Source records:
--- START ---

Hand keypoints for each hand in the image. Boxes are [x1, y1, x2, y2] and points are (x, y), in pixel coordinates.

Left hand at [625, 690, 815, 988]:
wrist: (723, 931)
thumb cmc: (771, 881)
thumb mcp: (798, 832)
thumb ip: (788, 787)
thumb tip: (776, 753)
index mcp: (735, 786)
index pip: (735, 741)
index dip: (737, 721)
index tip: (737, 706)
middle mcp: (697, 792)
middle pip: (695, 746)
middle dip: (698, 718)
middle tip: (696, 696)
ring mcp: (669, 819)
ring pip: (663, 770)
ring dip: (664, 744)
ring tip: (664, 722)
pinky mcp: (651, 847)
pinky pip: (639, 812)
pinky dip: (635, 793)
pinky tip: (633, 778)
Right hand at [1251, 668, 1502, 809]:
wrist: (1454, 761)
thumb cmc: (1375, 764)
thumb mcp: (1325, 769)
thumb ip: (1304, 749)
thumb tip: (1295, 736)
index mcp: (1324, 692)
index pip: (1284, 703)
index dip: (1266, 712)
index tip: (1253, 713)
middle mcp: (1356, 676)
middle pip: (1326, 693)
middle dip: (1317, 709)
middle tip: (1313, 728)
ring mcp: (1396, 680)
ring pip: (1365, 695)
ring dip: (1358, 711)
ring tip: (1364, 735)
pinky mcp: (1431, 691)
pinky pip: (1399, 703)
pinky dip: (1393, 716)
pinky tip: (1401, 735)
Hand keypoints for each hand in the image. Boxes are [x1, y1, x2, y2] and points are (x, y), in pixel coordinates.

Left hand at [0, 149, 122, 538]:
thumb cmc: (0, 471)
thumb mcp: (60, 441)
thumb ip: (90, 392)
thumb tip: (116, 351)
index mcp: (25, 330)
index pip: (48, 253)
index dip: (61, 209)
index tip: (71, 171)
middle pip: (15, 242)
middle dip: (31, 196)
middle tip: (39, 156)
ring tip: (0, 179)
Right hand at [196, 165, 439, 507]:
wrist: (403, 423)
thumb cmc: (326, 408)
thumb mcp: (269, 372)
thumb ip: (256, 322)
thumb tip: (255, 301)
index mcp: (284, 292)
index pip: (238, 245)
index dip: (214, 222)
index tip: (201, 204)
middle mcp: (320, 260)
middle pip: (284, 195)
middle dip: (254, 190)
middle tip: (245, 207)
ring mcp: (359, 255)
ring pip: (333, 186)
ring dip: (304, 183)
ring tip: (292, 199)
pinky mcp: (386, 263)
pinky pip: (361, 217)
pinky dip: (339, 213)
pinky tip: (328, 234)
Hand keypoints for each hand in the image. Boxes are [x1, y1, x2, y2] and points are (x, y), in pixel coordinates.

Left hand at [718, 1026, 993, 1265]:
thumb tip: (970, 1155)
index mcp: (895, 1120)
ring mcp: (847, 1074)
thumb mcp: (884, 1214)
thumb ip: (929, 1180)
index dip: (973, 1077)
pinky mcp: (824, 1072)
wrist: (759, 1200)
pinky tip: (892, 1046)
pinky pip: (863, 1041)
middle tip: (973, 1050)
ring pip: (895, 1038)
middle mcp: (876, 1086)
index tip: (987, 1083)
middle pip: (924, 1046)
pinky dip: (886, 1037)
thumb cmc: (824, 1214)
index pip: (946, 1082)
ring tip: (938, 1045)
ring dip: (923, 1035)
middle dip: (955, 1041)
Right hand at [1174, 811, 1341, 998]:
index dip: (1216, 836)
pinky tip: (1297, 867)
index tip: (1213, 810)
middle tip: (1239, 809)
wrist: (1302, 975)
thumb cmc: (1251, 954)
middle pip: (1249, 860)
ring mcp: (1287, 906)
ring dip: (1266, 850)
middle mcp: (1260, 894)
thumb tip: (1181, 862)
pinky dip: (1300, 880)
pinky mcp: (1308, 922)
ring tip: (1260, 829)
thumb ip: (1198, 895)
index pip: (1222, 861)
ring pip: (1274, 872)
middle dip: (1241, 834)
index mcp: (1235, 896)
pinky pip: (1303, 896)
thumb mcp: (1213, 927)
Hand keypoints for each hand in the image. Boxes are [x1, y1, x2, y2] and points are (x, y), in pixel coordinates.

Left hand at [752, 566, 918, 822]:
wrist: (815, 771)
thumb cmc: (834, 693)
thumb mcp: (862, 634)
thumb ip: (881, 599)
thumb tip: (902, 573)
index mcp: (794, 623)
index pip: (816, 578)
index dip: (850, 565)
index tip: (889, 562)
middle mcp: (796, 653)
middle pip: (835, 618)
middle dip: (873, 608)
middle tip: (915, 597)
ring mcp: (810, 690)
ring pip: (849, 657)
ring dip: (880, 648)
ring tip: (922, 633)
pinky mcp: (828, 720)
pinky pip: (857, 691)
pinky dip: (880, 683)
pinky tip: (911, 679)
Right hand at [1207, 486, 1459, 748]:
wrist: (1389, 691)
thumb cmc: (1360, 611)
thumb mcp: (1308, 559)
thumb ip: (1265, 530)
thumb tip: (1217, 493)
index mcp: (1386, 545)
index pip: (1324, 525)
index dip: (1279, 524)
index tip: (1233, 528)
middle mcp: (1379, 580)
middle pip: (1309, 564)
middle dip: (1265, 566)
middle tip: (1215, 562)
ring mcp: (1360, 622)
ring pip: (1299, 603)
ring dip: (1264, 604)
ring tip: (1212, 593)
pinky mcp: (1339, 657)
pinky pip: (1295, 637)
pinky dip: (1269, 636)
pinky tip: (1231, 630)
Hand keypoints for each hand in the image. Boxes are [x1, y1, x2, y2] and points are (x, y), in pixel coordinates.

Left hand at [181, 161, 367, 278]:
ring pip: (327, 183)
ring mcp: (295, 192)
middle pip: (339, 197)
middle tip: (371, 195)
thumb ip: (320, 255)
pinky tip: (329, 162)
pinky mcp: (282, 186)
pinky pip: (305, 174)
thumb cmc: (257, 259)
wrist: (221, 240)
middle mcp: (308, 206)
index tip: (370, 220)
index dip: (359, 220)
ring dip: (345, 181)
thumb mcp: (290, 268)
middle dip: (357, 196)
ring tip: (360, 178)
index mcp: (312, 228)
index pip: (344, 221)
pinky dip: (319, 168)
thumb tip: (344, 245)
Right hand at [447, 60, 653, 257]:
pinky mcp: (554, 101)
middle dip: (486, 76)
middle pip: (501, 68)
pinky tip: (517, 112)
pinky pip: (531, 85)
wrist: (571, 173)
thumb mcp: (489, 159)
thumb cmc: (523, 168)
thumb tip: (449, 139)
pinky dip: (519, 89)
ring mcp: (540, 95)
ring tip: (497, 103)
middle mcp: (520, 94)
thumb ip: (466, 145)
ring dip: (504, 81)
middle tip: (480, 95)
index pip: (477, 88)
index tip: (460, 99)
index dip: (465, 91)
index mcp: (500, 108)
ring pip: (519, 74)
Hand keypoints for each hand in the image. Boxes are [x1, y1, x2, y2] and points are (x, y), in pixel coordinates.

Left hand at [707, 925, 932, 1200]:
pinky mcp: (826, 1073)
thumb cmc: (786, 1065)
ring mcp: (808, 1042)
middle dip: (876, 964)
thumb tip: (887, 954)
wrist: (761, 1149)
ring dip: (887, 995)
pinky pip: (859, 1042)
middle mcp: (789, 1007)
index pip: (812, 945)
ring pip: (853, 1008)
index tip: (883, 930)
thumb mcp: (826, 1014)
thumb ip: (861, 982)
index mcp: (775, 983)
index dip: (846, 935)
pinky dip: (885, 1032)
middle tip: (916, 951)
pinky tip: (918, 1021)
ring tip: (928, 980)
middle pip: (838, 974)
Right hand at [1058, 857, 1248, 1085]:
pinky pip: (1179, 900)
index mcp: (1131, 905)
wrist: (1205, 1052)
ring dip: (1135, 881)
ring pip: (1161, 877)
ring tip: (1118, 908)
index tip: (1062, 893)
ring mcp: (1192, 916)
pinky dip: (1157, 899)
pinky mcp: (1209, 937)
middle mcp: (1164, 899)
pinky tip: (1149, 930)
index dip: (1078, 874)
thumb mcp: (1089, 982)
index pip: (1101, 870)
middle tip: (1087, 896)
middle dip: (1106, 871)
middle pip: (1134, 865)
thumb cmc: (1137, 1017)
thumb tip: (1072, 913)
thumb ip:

--- END ---

= Problem description =
From the records above, retype only the lines starting at the line that contains "index dip: (214, 222)" and ending at the line that contains "pinky tip: (328, 234)", both included.

= Exercise solution =
index dip: (214, 222)
index tip: (201, 204)
middle mcp: (320, 260)
middle pip: (284, 195)
middle dip: (254, 190)
middle tip: (245, 207)
ring mcp: (359, 255)
ring pip: (333, 186)
ring dip: (304, 183)
ring tip: (292, 199)
pinky mcp: (386, 263)
pinky pip: (361, 217)
pinky dip: (339, 213)
pinky tip: (328, 234)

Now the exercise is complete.